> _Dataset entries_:
^^^^

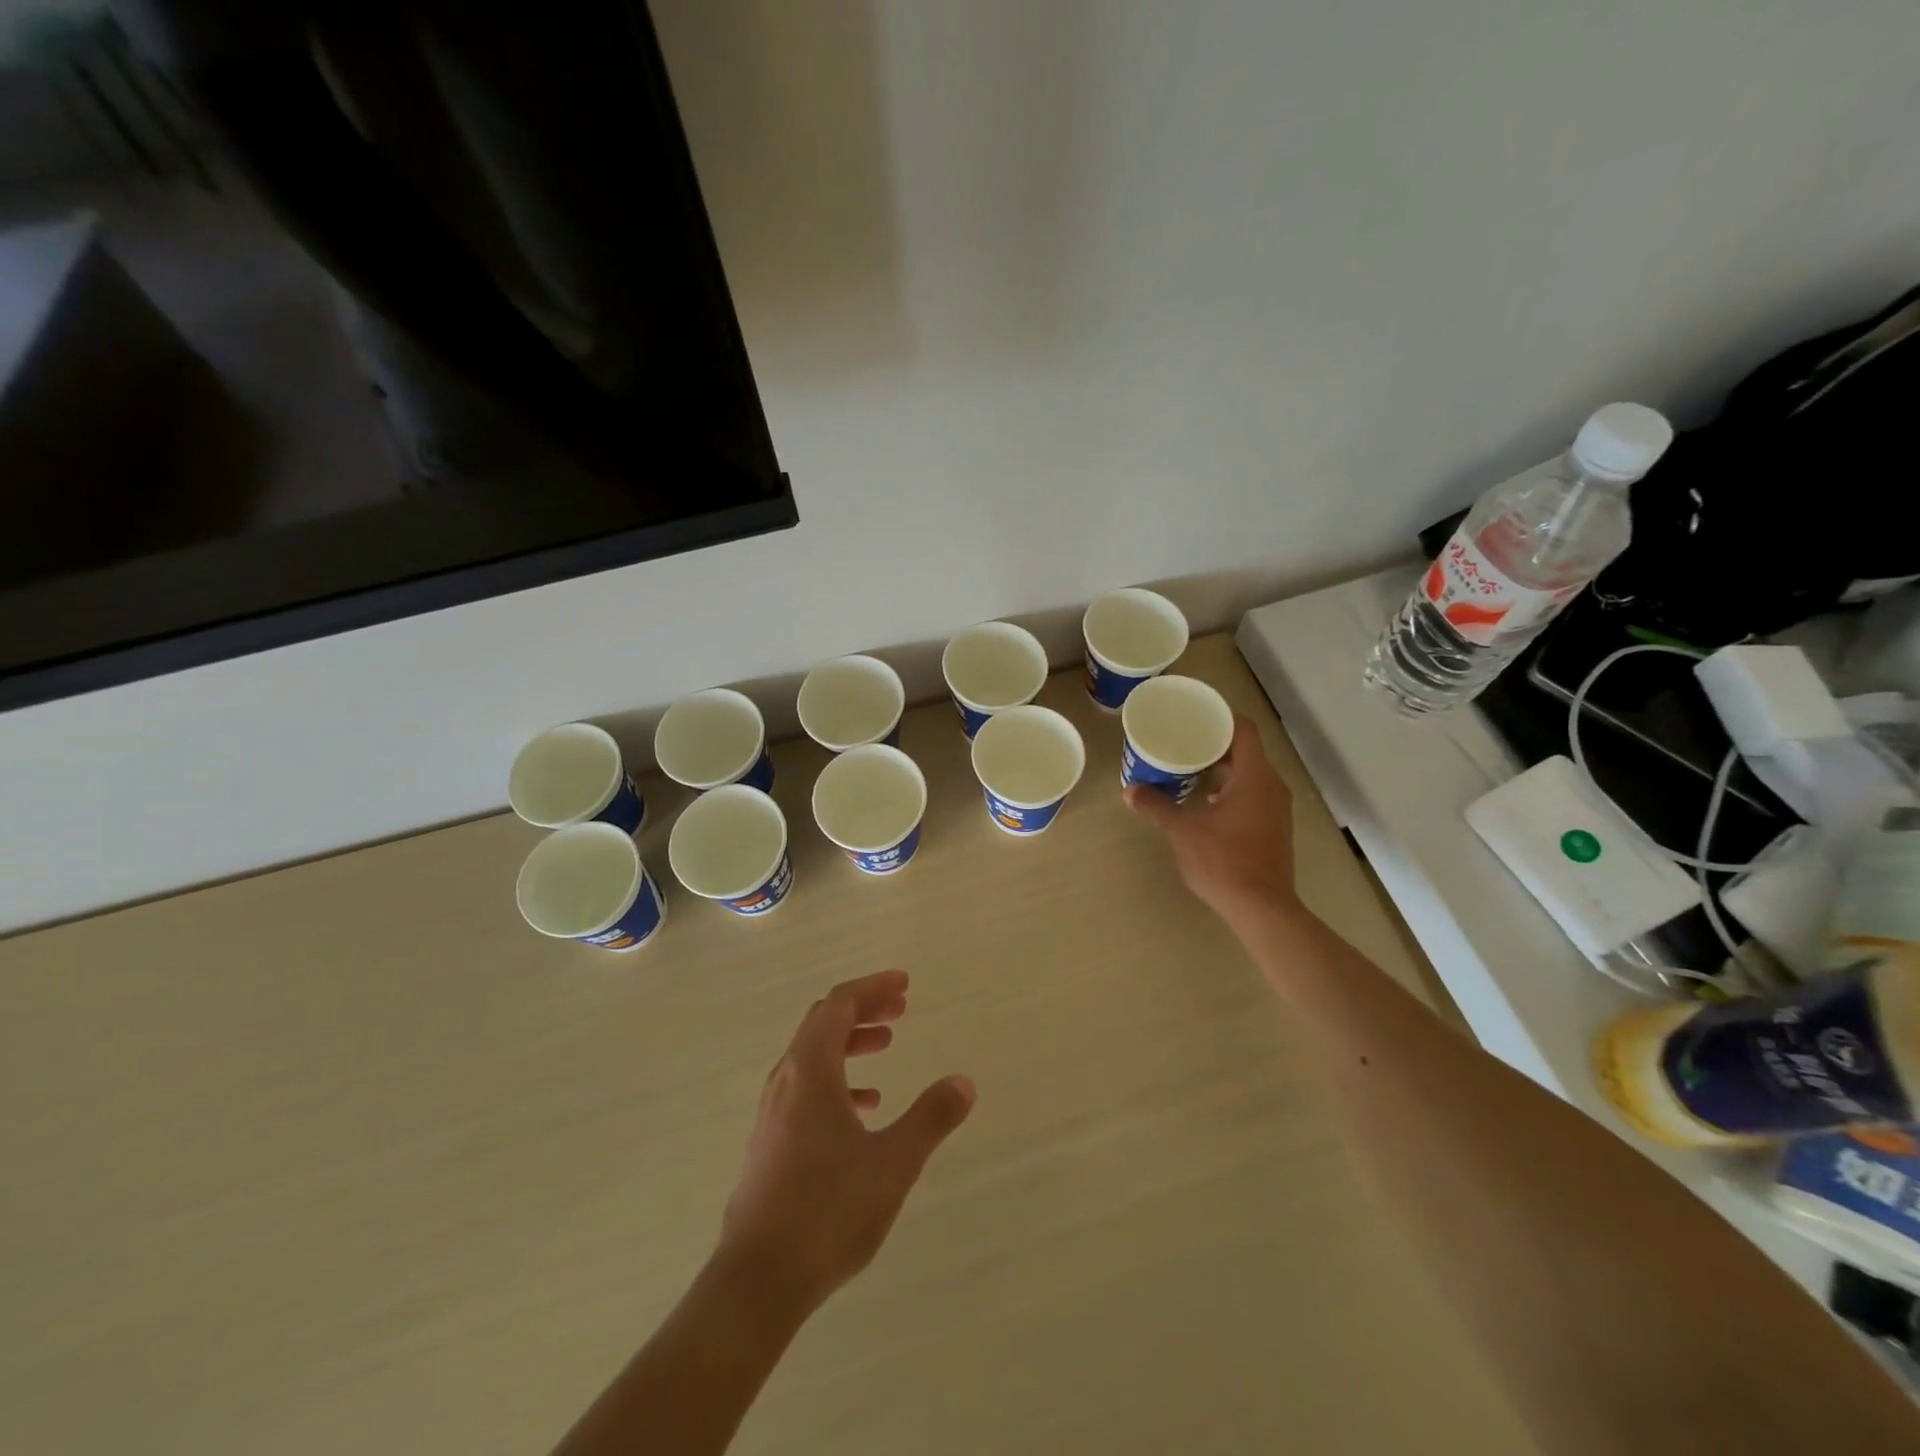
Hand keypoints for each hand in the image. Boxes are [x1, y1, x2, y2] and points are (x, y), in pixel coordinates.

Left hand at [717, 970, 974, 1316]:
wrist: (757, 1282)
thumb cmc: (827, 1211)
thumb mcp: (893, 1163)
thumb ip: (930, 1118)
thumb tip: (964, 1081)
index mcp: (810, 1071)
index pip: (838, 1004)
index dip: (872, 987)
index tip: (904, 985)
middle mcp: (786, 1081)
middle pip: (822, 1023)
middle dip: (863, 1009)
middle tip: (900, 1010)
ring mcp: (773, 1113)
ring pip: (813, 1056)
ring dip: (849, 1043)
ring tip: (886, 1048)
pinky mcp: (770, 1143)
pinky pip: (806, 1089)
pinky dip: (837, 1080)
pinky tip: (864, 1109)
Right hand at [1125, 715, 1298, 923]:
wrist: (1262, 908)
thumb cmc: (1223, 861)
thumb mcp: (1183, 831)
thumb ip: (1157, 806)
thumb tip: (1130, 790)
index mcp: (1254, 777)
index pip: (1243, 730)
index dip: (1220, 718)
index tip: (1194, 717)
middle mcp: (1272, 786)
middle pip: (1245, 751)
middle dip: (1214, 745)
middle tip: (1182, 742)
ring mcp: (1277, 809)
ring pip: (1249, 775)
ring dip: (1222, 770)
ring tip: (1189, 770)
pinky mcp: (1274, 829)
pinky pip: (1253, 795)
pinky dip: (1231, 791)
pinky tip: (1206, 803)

^^^^

> _To do_: When the line with "middle dip: (863, 1009)" is reached in the data above, start copying there, and copy each line exactly until the line with "thumb ip: (1157, 806)" has been copied; copy nothing else.

> _Output_:
middle dip: (863, 1009)
middle tip: (900, 1010)
ring mcp: (773, 1113)
ring pip: (813, 1056)
ring dip: (849, 1043)
ring tip: (886, 1048)
pinky mcp: (770, 1143)
pinky pip: (806, 1089)
pinky dip: (837, 1080)
pinky tip: (864, 1109)
Right hand at [1125, 715, 1298, 923]:
wrist: (1262, 908)
thumb cmc: (1223, 861)
thumb mcp: (1183, 831)
thumb ip: (1157, 806)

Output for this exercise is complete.